In this tutorial, we’ll demonstrate how to use Upstash Vector for semantic search. We will upload several documents and perform a search query to find the most semantically similar documents using embeddings generated automatically by Upstash.

Installation and Setup

First, we need to create a Vector Index in the Upstash Console. Once we have our index, we will copy the UPSTASH_VECTOR_REST_URL and UPSTASH_VECTOR_REST_TOKEN and paste them to our .env file.

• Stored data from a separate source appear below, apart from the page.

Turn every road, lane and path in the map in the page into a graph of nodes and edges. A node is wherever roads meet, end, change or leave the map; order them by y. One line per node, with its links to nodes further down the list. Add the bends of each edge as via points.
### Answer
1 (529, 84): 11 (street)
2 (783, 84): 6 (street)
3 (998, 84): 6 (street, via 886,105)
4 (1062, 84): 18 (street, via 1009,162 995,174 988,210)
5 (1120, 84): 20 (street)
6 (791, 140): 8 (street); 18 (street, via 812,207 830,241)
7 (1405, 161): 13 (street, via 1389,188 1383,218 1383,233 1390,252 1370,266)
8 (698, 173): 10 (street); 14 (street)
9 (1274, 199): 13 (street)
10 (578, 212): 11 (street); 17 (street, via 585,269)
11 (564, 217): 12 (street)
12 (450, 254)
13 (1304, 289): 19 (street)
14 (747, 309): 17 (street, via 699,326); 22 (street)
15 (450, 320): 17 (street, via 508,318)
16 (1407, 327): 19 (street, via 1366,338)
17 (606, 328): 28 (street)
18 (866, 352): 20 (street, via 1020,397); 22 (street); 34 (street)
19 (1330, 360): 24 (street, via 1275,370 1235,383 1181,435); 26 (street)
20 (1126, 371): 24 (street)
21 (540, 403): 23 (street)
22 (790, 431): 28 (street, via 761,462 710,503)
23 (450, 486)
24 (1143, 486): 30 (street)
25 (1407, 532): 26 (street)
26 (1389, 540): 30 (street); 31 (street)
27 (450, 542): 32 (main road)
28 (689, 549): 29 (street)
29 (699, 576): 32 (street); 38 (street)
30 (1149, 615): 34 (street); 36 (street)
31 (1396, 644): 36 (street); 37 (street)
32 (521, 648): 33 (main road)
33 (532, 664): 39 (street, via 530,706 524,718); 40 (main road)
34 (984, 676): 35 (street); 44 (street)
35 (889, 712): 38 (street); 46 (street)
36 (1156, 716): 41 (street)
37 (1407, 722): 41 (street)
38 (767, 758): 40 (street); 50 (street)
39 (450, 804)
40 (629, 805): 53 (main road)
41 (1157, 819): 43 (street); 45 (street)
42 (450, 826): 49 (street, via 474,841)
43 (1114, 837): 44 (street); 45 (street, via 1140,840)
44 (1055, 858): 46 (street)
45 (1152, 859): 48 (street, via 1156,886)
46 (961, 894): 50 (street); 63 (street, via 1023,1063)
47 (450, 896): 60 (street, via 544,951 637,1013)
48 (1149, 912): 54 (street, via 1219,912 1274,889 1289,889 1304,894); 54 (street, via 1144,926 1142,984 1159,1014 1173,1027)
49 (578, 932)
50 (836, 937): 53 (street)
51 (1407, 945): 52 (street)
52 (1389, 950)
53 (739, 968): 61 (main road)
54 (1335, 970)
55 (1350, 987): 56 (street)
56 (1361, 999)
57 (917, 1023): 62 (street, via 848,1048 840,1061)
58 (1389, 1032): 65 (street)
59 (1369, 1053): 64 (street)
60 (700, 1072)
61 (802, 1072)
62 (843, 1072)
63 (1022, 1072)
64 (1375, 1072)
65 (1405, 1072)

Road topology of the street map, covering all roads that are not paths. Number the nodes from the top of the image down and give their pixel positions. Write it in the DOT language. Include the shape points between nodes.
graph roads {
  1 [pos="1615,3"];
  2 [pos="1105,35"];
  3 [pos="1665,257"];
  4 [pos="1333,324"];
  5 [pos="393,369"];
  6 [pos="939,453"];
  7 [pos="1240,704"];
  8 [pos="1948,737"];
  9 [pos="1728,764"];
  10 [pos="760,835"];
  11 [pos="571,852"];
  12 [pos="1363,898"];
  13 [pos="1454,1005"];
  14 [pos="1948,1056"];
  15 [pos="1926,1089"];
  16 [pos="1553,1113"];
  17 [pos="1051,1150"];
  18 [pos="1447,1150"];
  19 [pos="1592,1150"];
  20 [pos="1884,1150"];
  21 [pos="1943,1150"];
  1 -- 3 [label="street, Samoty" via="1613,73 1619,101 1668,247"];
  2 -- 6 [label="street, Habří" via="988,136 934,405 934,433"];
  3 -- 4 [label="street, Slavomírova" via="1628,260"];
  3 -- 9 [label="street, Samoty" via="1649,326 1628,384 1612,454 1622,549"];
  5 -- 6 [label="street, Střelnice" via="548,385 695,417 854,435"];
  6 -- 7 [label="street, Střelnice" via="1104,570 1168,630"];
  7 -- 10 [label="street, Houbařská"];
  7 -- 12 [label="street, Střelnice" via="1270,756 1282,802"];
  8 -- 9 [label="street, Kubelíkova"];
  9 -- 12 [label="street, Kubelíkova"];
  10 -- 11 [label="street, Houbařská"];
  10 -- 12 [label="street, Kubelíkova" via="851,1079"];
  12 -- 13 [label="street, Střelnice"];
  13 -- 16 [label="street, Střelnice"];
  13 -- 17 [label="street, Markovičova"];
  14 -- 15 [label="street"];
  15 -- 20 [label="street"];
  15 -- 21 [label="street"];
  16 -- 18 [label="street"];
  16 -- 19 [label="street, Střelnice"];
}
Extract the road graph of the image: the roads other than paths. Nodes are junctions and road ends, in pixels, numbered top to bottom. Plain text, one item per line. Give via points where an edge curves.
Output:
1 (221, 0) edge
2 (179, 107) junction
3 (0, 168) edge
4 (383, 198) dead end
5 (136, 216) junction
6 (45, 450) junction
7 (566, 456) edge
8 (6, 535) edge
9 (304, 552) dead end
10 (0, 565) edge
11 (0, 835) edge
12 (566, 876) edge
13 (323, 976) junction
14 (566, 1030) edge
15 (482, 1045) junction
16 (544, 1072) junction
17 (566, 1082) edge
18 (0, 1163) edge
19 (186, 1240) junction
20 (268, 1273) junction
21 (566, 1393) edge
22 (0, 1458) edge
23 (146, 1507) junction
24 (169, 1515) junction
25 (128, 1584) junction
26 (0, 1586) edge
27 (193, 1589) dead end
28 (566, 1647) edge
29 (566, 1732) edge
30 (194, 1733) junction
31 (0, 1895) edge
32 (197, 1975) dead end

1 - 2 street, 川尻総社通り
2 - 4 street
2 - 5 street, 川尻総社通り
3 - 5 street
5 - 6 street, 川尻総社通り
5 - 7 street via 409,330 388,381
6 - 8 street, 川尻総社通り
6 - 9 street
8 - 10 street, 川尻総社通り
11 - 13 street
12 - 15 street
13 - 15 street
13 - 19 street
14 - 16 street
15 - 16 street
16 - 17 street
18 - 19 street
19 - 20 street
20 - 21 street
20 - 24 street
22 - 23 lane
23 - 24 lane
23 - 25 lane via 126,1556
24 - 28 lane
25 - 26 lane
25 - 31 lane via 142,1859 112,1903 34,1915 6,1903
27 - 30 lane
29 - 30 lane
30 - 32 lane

To learn more about index creation, you can check out this page.

Add the following content to your .env file (replace with your actual URL and token):

UPSTASH_VECTOR_REST_URL=your_upstash_url
UPSTASH_VECTOR_REST_TOKEN=your_upstash_token

We now need to install the upstash-vector library via PyPI. Additionally, we will install python-dotenv to load environment variables from the .env file.

pip install upstash-vector python-dotenv

Code

Create a Python script (e.g., main.py) and add the following code to perform semantic search using Upstash Vector:

main.py
from upstash_vector import Index
from dotenv import load_dotenv
import time

# Load environment variables from a .env file
load_dotenv()

# Initialize the index from environment variables (URL and token)
index = Index.from_env()

# Example documents to be indexed
documents = [
    {"id": "1", "text": "Python is a popular programming language."},
    {"id": "2", "text": "Machine learning enables computers to learn from data."},
    {"id": "3", "text": "Upstash provides low-latency database solutions."},
    {"id": "4", "text": "Semantic search is a technique for understanding the meaning of queries."},
    {"id": "5", "text": "Cloud computing allows for scalable and flexible resource management."}
]

# Reset the index to remove previous data
index.reset()

# Upsert documents into Upstash (embeddings are generated automatically)
for doc in documents:
    index.upsert(
        vectors=[
            (doc["id"], doc["text"], {"text": doc["text"]})
        ]
    )
    print(f"Document {doc['id']} inserted.")

# Wait for the documents to be indexed
time.sleep(1)

# Search for documents similar to the query
query = "What is Python?"
results = index.query(data=query, top_k=3, include_metadata=True)

# Display search results
print("Search Results:")
for result in results:
    print(f"ID: {result.id}")
    print(f"Score: {result.score:.4f}")
    print(f"Metadata: {result.metadata}")
    print("-" * 40)  # Separator line between results

Running the Code

To run the code, execute the following command in your terminal:

python main.py

Here is an example output for the search query “What is Python?”:

Document 1 inserted.
Document 2 inserted.
Document 3 inserted.
Document 4 inserted.
Document 5 inserted.
Search Results:
ID: 1
Score: 0.9080
Metadata: {'text': 'Python is a popular programming language.'}
----------------------------------------
ID: 2
Score: 0.7592
Metadata: {'text': 'Machine learning enables computers to learn from data.'}
----------------------------------------
ID: 4
Score: 0.7388
Metadata: {'text': 'Semantic search is a technique for understanding the meaning of queries.'}
----------------------------------------

Code Breakdown

  1. Environment Setup: We use python-dotenv to load our environment variables and use the Index.from_env() method to initialize the index client.

  2. Document Insertion: We define a list of documents, each with a unique ID and text content. The upsert() function inserts these documents into our index. These documents are automatically converted into embeddings. To learn more about Upstash Embedding Models, you can check out this page.

  3. Index Reset: Before inserting documents, the reset() function clears any existing data in the index.

  4. Search Query: After inserting the documents, we perform semantic search. The query() function returns the top_k most similar documents to the query along with their metadata if include_metadata is set to True.